Views on improving the integrity of global capital markets
07 November 2019

Ethics in Practice: Trading in Warrants. Case and Analysis–Week of 4 November

Check out the analysis to see how you did in analyzing this week’s case (4 November) and determining which CFA Institute Standard was involved.


Ng is an investment adviser for Lashki Investment Services. Ng places several buy orders for a warrant in the underlying stock of Universal Entertainment Enterprises through a client’s account, causing the price of the warrant to increase significantly. Ng then immediately sells his entire personal holdings in the warrant to the client, making a profit of $14,510 and generating a loss of $13,040 for the client. Ng’s actions violate the CFA Institute Standards of Professional Conduct related to

  1. personal investing.
  2. market manipulation.
  3. loyalty to the client.
  4. personal investing, market manipulation, and loyalty to the client.
  5. none of the above.


Ng violated the CFA Institute Standards of Professional Conduct related to personal investing, market manipulation, and loyalty to the client. Ramping up the warrant’s price to facilitate the offloading of his personal holdings in the warrant for his own benefit and to the detriment of the client prioritizes Ng’s personal investments over the client’s in violation of CFA Standard VI(B): Priority of Transactions, which states that investment transactions for clients must have priority over personal transactions. The conduct also violates CFA Institute Standard III(A): Loyalty, Prudence, and Care, which requires CFA Institute members to act for the benefit of their clients and place their client’s interests before their own.

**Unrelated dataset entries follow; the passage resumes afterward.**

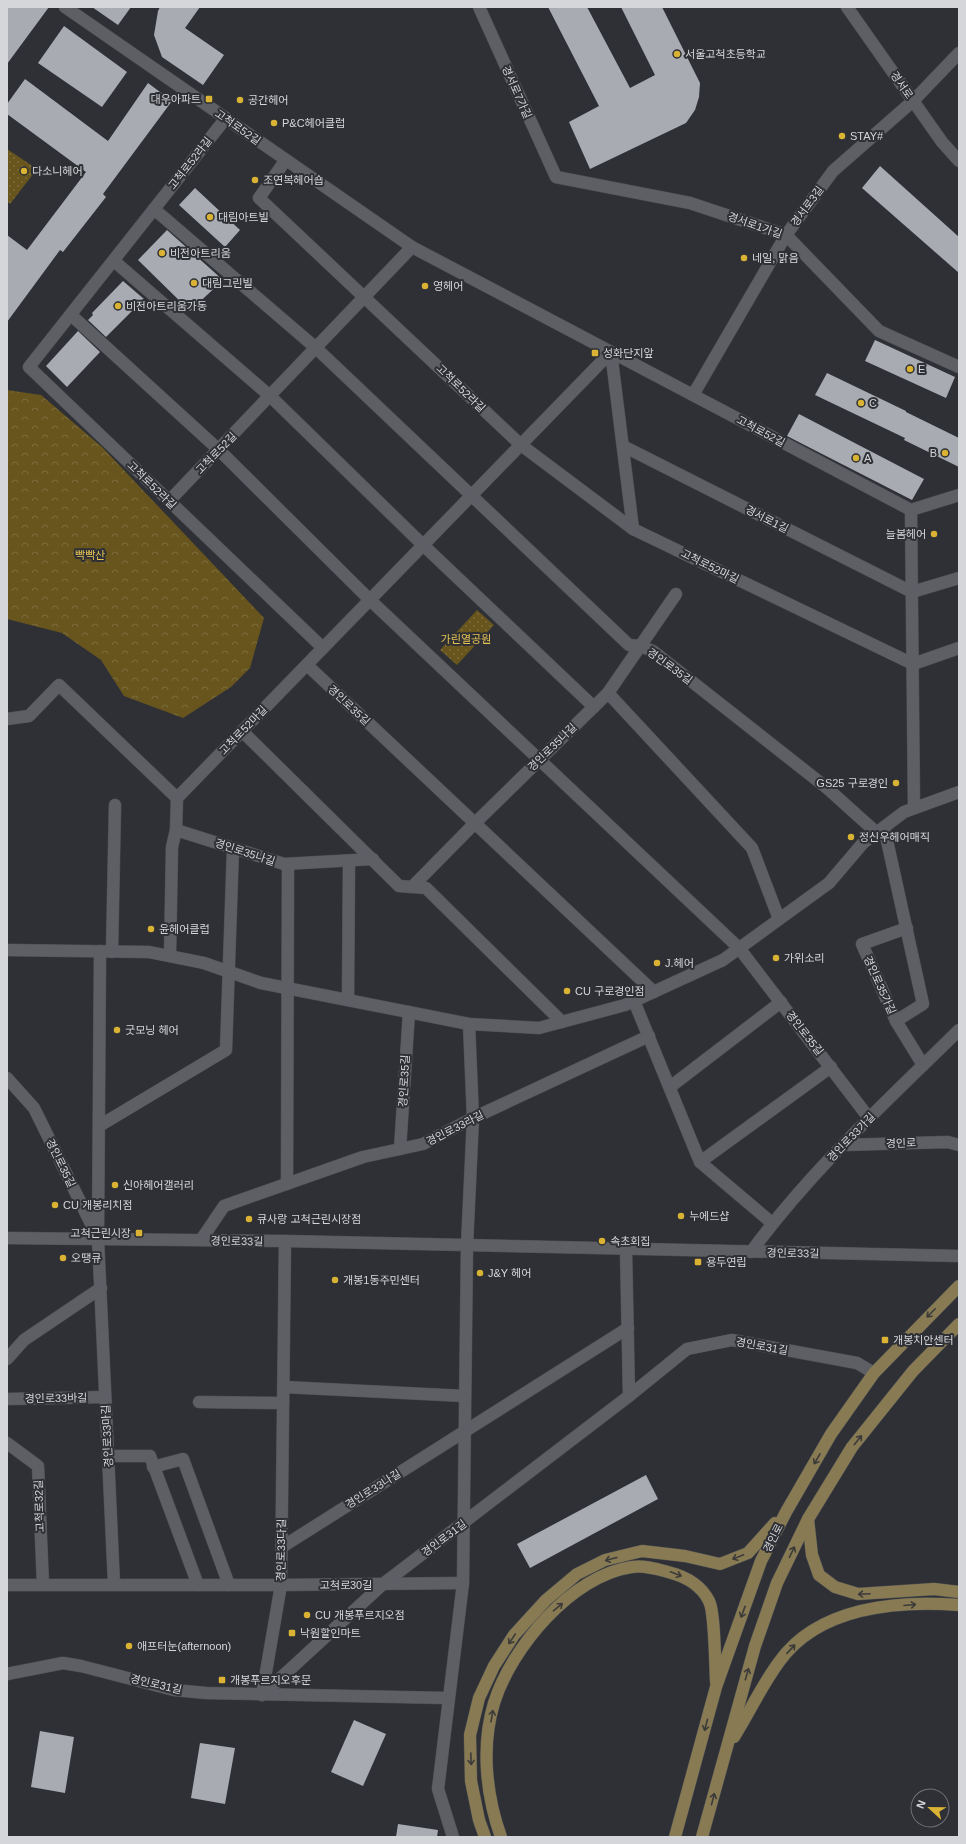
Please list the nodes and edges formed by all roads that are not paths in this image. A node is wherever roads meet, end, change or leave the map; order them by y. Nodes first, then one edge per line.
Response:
1 (65, 7) edge
2 (479, 7) edge
3 (847, 7) edge
4 (959, 52) edge
5 (913, 101) junction
6 (226, 118) junction
7 (285, 161) junction
8 (959, 161) edge
9 (556, 177) joint
10 (154, 209) junction
11 (786, 235) junction
12 (412, 247) junction
13 (114, 261) junction
14 (365, 296) junction
15 (71, 315) junction
16 (316, 348) junction
17 (611, 352) junction
18 (959, 367) edge
19 (692, 395) junction
20 (270, 396) junction
21 (521, 445) junction
22 (622, 446) junction
23 (219, 450) junction
24 (471, 495) junction
25 (959, 495) edge
26 (170, 502) junction
27 (911, 510) junction
28 (633, 529) junction
29 (423, 545) junction
30 (959, 578) edge
31 (912, 592) junction
32 (676, 594) dead end
33 (370, 600) junction
34 (640, 646) junction
35 (323, 648) junction
36 (959, 648) edge
37 (913, 664) junction
38 (307, 665) junction
39 (608, 693) junction
40 (594, 707) junction
41 (7, 719) edge
42 (242, 731) junction
43 (539, 759) junction
44 (959, 792) edge
45 (177, 798) junction
46 (115, 805) dead end
47 (914, 808) junction
48 (475, 822) junction
49 (176, 830) junction
50 (880, 830) junction
51 (233, 848) junction
52 (373, 859) junction
53 (349, 861) junction
54 (288, 864) junction
55 (412, 886) junction
56 (779, 919) junction
57 (906, 928) junction
58 (739, 948) junction
59 (7, 950) edge
60 (106, 951) junction
61 (170, 956) junction
62 (230, 972) junction
63 (287, 988) junction
64 (654, 992) junction
65 (348, 1000) junction
66 (634, 1001) junction
67 (781, 1002) junction
68 (409, 1012) junction
69 (896, 1021) junction
70 (562, 1022) junction
71 (469, 1024) junction
72 (959, 1030) edge
73 (649, 1036) junction
74 (923, 1065) junction
75 (831, 1067) junction
76 (7, 1078) edge
77 (670, 1087) junction
78 (472, 1118) junction
79 (869, 1118) junction
80 (99, 1126) junction
81 (843, 1144) junction
82 (959, 1145) edge
83 (400, 1149) junction
84 (700, 1162) junction
85 (287, 1184) junction
86 (772, 1222) junction
87 (10, 1237) edge
88 (98, 1239) junction
89 (201, 1240) junction
90 (285, 1241) junction
91 (467, 1245) junction
92 (626, 1249) junction
93 (751, 1252) junction
94 (959, 1256) edge
95 (959, 1286) edge
96 (101, 1288) junction
97 (959, 1324) edge
98 (628, 1328) junction
99 (7, 1359) edge
100 (874, 1373) junction
101 (284, 1388) junction
102 (465, 1396) junction
103 (629, 1396) junction
104 (105, 1397) junction
105 (7, 1399) edge
106 (199, 1402) dead end
107 (283, 1403) junction
108 (465, 1431) junction
109 (7, 1442) edge
110 (108, 1456) junction
111 (153, 1467) junction
112 (786, 1512) junction
113 (808, 1519) junction
114 (463, 1523) junction
115 (282, 1547) junction
116 (43, 1584) junction
117 (114, 1584) junction
118 (383, 1584) junction
119 (463, 1584) junction
120 (7, 1585) edge
121 (198, 1585) junction
122 (229, 1585) junction
123 (281, 1585) junction
124 (959, 1592) edge
125 (959, 1605) edge
126 (7, 1674) edge
127 (716, 1687) junction
128 (262, 1695) junction
129 (448, 1698) junction
130 (726, 1752) junction
131 (453, 1837) edge
132 (485, 1837) edge
133 (500, 1837) edge
134 (675, 1837) edge
135 (702, 1837) edge

1 - 6 street, 고척로52길
2 - 9 street, 경서로7가길
3 - 5 street, 경서로
4 - 5 street, 경서로3길
5 - 8 street, 경서로
5 - 11 street, 경서로3길
6 - 7 street, 고척로52길
6 - 10 street, 고척로52라길
7 - 12 street, 고척로52길
7 - 14 street, 고척로52라길
9 - 11 street, 경서로1가길
10 - 13 street, 고척로52라길
10 - 16 street
11 - 18 street, 경서로1가길
11 - 19 street, 경서로3길
12 - 14 street, 고척로52길
12 - 17 street, 고척로52길
13 - 15 street, 고척로52라길
13 - 20 street
14 - 16 street, 고척로52길
14 - 21 street, 고척로52라길
15 - 23 street
15 - 26 street, 고척로52라길
16 - 20 street, 고척로52길
16 - 24 street
17 - 19 street, 고척로52길
17 - 21 street, 고척로52마길
17 - 22 street
19 - 27 street, 고척로52길
20 - 23 street, 고척로52길
20 - 29 street
21 - 24 street, 고척로52마길
21 - 28 street, 고척로52마길
22 - 28 street
22 - 31 street, 경서로1길
23 - 26 street, 고척로52길
23 - 33 street
24 - 29 street, 고척로52마길
24 - 34 street, 경인로35길
25 - 27 street
26 - 35 street, 고척로52라길
27 - 31 street
28 - 37 street, 고척로52마길
29 - 33 street, 고척로52마길
29 - 40 street
30 - 31 street
31 - 37 street
32 - 34 street, 경인로35나길
33 - 35 street, 고척로52마길
33 - 43 street, 경인로35길
34 - 39 street, 경인로35나길
34 - 50 street, 경인로35길
35 - 38 street, 고척로52마길
36 - 37 street
37 - 47 street
38 - 42 street, 고척로52마길
38 - 48 street, 경인로35길
39 - 40 street, 경인로35나길
39 - 56 street
40 - 43 street, 경인로35나길
41 - 45 street
42 - 45 street, 고척로52마길
42 - 52 street
43 - 48 street, 경인로35나길
43 - 58 street, 경인로35길
44 - 47 street
45 - 49 street
46 - 60 street
47 - 50 street
48 - 55 street, 경인로35나길
48 - 64 street, 경인로35길
49 - 51 street, 경인로35나길
49 - 61 street
50 - 56 street
50 - 57 street
51 - 54 street, 경인로35나길
51 - 62 street
52 - 53 street, 경인로35나길
52 - 55 street
53 - 54 street, 경인로35나길
53 - 65 street
54 - 63 street
55 - 70 street
56 - 58 street
57 - 69 street
57 - 69 street, 경인로35가길
58 - 64 street
58 - 67 street, 경인로35길
59 - 60 street
60 - 61 street
60 - 80 street
61 - 62 street
62 - 63 street
62 - 80 street
63 - 65 street
63 - 85 street
64 - 66 street
65 - 68 street
66 - 70 street
66 - 73 street
67 - 75 street, 경인로35길
67 - 77 street
68 - 71 street
68 - 83 street, 경인로35길
69 - 74 street, 경인로35가길
70 - 71 street
71 - 78 street
72 - 74 street, 경인로33가길
73 - 77 street
73 - 78 street, 경인로33라길
74 - 79 street, 경인로33가길
75 - 79 street, 경인로35길
75 - 84 street
76 - 88 street, 경인로35길
77 - 84 street
78 - 83 street, 경인로33라길
78 - 91 street
79 - 81 street, 경인로33가길
80 - 88 street
81 - 82 street, 경인로
81 - 86 street, 경인로33가길
83 - 85 street, 경인로33라길
84 - 86 street
85 - 89 street, 경인로33라길
86 - 93 street, 경인로33가길
87 - 88 street, 경인로33길
88 - 89 street, 경인로33길
88 - 96 street, 경인로33마길
89 - 90 street, 경인로33길
90 - 91 street, 경인로33길
90 - 101 street, 경인로33다길
91 - 92 street, 경인로33길
91 - 102 street
92 - 93 street, 경인로33길
92 - 98 street
93 - 94 street, 경인로33길
95 -> 100 main road, 경인로
96 - 99 street
96 - 104 street, 경인로33마길
113 -> 97 main road, 경인로
98 - 103 street
98 - 108 street, 경인로33나길
100 - 103 street, 경인로31길
100 -> 112 main road, 경인로
101 - 102 street
101 - 107 street, 경인로33다길
102 - 108 street
103 - 114 street, 경인로31길
104 - 105 street, 경인로33바길
104 - 110 street, 경인로33마길
106 - 107 street
107 - 115 street, 경인로33다길
108 - 114 street
108 - 115 street, 경인로33나길
109 - 116 street, 고척로32길
110 - 111 street
110 - 117 street, 경인로33마길
111 - 121 street
111 - 122 street
112 -> 127 main road, 경인로
112 -> 132 main road
124 -> 113 main road
130 -> 113 main road, 경인로
114 - 118 street, 경인로31길
114 - 119 street
115 - 123 street, 경인로33다길
116 - 117 street, 고척로30길
116 - 120 street, 고척로30길
117 - 121 street, 고척로30길
118 - 119 street, 고척로30길
118 - 123 street, 고척로30길
118 - 128 street, 경인로31길
119 - 129 street
121 - 122 street, 고척로30길
122 - 123 street, 고척로30길
123 - 128 street, 경인로33다길
130 -> 125 main road
126 - 128 street, 경인로31길
133 -> 127 main road
127 -> 134 main road, 경인로
128 - 129 street
129 - 131 street
135 -> 130 main road, 경인로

Additionally, Ng’s conduct is unfair to other market participants because it interfered with the impartiality and objectivity of the normal price formation and may have affected other investors trading strategy and investment decision in the warrant, all in violation of CFA Standard II(B): Market Manipulation, which prohibits CFA Institute members from engaging in practices that distort prices or artificially inflates trading volume. Choice D is the best response.

This case is based on an October 2019 enforcement action by the Hong Kong Securities and Futures Commission.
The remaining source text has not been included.